Baked Fish with Cauliflower Cheese Topping

Top chunky white fish with creamy cauliflowe cheese and serve with vine tomatoes.


Serves 4
200g FAGE Total 2%
4 x 150g approximately thick fillets haddock or other flaky white fish
1 tsp ground coriander seed, crushed
1 tsp peppercorns, crushed
½ tsp sweet paprika
1 small cauliflower, cut into small florets, stalks discarded
2 bay leaves
40g grated Parmesan
4 small bunches tomatoes on the vine
325g runner beans, sliced
1 tbsp olive oil
2 cloves garlic, crushed
Handful basil, leaves only

Serves 4
  1. Heat the oven to 200°C / 400°F / Gas Mark 6. Line a large baking tray with non stick baking paper.

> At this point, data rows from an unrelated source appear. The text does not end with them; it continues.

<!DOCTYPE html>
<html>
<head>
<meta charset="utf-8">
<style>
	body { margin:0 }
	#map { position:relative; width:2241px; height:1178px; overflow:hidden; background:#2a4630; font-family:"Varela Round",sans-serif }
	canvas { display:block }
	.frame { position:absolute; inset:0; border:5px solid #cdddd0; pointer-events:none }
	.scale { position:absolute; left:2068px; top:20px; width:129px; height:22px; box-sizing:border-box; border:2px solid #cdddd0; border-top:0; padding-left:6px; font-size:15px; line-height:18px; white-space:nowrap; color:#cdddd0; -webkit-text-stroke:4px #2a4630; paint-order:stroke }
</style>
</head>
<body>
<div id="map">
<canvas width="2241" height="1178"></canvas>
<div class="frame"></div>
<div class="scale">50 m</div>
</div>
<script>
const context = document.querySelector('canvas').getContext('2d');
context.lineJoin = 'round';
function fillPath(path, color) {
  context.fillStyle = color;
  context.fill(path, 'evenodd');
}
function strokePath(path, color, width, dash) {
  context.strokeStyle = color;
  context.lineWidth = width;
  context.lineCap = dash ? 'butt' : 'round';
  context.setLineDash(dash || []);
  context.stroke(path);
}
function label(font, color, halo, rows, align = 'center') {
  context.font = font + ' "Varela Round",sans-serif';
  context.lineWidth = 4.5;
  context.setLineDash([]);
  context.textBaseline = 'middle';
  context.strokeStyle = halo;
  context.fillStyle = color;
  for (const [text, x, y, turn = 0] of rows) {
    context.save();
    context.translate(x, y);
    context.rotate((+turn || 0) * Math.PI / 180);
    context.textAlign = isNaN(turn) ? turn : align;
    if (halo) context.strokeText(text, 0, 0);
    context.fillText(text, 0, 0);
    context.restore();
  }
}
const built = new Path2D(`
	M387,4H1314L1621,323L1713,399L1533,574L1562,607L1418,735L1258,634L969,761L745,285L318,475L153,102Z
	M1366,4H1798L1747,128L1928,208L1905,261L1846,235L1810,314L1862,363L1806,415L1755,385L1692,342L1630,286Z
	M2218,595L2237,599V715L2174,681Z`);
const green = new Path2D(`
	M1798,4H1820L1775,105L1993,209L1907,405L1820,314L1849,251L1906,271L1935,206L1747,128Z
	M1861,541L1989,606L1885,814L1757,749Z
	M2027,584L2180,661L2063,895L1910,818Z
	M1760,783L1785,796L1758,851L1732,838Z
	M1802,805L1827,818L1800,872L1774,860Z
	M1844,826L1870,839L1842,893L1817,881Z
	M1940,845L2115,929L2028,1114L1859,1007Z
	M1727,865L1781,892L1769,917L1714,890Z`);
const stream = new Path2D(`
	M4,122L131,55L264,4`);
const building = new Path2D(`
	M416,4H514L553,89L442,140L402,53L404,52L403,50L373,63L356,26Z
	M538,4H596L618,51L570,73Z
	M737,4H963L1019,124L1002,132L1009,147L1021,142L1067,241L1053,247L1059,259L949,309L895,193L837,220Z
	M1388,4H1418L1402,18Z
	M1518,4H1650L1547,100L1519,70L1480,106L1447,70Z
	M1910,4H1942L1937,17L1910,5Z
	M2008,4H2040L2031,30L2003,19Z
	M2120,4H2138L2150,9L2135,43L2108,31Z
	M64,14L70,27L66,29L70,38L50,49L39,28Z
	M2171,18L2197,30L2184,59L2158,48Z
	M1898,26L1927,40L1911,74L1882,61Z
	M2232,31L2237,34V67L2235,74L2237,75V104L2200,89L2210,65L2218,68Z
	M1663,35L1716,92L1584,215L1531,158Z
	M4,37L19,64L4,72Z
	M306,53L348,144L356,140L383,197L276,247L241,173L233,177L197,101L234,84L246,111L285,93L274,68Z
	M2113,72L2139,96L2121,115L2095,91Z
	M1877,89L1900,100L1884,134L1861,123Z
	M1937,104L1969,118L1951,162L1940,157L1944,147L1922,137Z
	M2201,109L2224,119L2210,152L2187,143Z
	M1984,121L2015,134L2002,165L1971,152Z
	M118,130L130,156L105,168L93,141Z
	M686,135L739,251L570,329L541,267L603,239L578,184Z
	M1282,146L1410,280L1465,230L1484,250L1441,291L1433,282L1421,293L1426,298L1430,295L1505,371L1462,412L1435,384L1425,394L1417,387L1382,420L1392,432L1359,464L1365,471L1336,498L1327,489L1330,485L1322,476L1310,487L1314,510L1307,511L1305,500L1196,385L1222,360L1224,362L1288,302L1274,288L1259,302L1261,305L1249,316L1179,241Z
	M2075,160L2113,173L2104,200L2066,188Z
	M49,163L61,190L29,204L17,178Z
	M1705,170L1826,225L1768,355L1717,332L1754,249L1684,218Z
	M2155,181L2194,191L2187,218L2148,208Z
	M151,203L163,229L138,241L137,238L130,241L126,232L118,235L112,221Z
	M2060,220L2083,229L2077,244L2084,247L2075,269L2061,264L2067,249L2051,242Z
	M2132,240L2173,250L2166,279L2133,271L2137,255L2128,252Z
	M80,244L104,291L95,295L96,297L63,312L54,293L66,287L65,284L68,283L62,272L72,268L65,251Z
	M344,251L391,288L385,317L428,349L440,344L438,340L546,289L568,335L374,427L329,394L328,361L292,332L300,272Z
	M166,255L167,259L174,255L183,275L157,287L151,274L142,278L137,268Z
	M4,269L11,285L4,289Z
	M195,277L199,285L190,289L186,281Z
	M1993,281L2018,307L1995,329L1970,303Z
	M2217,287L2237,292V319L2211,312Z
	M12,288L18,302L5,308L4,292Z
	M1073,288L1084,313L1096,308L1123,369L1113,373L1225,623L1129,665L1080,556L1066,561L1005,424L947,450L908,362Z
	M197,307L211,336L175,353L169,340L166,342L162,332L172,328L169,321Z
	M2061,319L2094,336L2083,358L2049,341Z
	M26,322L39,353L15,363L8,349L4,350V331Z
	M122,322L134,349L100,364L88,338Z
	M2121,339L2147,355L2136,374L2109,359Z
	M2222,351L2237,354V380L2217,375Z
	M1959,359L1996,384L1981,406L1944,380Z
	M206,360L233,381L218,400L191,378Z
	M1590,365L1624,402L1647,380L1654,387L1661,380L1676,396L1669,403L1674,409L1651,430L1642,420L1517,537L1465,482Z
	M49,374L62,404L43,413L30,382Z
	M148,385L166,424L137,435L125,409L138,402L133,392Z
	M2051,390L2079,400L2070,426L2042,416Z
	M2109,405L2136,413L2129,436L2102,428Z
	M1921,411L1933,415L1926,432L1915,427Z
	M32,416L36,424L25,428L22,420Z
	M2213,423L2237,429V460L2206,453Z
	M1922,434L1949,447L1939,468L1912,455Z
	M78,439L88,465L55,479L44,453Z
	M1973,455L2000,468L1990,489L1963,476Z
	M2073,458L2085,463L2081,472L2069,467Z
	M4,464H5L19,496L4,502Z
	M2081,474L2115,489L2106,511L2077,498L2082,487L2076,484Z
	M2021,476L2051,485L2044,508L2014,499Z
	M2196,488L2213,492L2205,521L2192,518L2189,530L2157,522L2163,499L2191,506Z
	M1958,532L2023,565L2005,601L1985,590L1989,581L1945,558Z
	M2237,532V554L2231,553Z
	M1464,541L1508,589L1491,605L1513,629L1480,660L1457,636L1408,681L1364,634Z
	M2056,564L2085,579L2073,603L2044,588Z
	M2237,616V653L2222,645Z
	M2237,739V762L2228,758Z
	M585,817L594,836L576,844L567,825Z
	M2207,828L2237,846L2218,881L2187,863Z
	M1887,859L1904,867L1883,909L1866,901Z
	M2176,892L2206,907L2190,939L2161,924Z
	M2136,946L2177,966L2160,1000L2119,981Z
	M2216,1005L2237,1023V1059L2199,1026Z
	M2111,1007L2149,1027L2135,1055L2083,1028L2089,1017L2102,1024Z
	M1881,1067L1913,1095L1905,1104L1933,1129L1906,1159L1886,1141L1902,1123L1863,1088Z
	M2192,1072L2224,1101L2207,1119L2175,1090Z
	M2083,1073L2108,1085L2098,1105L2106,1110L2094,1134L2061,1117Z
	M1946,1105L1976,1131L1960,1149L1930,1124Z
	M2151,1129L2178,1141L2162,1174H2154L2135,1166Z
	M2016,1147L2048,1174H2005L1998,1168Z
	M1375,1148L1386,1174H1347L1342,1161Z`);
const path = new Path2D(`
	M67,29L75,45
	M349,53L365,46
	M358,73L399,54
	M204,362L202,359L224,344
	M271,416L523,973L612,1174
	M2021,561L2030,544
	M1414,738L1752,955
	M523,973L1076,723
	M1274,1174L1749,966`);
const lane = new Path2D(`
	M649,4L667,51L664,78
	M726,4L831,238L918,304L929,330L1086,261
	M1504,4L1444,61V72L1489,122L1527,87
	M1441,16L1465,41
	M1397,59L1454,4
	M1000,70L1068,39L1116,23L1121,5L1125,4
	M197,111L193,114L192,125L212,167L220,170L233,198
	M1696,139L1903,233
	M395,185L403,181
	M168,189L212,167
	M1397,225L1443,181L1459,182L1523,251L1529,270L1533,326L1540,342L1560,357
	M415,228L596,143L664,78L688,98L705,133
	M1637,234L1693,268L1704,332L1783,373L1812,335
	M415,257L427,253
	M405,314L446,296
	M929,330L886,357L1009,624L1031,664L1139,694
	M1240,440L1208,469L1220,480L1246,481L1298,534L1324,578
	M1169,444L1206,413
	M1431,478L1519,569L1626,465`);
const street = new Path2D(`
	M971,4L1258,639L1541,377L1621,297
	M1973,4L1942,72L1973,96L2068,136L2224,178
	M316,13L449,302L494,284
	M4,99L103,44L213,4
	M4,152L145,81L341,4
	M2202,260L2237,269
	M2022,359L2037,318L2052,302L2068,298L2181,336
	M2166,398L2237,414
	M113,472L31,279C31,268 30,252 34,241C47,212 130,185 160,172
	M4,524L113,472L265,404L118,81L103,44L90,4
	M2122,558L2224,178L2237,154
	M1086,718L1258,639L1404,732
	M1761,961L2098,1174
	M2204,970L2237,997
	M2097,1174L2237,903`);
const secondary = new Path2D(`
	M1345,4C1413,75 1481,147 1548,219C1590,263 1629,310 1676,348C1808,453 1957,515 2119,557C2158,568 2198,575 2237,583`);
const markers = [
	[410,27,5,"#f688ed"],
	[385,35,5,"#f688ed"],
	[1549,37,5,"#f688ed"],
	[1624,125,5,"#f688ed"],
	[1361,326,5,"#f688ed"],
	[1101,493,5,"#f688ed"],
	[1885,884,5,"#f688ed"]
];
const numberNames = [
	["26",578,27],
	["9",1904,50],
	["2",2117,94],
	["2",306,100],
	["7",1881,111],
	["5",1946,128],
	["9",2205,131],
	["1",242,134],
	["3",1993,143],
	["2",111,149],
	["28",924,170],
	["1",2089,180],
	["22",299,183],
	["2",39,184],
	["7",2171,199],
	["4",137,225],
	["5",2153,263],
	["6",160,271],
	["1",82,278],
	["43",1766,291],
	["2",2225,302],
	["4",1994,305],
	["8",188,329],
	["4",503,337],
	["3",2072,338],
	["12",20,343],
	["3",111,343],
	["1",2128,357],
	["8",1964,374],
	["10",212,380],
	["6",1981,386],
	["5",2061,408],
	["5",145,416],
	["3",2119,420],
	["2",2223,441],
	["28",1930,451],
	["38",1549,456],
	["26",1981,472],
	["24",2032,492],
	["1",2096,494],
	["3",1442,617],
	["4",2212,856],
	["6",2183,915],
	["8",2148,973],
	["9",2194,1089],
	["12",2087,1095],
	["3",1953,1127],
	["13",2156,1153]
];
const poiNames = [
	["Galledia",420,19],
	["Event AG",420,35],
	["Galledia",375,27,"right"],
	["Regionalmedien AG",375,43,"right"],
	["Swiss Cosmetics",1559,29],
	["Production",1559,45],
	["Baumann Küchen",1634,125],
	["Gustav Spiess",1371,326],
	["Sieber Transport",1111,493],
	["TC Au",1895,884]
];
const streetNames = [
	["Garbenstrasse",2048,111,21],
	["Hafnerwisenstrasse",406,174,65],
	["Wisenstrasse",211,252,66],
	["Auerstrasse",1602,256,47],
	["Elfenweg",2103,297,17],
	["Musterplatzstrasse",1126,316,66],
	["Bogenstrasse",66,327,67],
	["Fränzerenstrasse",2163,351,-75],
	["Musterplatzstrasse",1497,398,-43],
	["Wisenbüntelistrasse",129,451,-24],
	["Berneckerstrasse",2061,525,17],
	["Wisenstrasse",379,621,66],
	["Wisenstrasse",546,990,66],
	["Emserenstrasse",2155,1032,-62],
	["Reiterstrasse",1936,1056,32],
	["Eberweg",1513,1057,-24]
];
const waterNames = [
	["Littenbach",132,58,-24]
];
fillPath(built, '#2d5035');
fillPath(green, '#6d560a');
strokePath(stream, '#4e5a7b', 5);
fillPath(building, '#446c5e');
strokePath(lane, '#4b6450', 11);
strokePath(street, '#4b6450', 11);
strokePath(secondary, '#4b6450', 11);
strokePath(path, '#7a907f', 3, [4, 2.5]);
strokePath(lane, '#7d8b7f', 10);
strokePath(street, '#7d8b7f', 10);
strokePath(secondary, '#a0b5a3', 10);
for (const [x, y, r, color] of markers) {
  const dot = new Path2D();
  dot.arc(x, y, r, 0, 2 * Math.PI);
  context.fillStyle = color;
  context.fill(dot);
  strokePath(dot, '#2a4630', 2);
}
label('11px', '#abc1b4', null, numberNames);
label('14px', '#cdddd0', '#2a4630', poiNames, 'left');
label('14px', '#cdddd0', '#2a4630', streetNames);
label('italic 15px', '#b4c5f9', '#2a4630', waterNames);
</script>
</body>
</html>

Lay the fish on top, skin side down. Sprinkle over the coriander, peppercorns and paprika and rub in gently.
  2. Meanwhile, put the cauliflower and bay leaves in a saucepan and cover with boiling water. Bring to the boil and cook for 6-8 minutes until tender. Drain and discard of the bay leaves. Crush the cauliflower and mix with the yoghurt and all but 1 tbsp of the Parmesan. Spoon over the fish and press down a little. Scatter over the remaining Parmesan.
  3. Add tomatoes to the tray and bake for 15-18 minutes until the fish is opaque and the topping is golden.
  4. Put the beans and oil in a large saucepan and cook for 3-4 minutes, stirring occasionally. Add the garlic, cover and cook for 2 minutes. Stir in the basil and serve with the fish.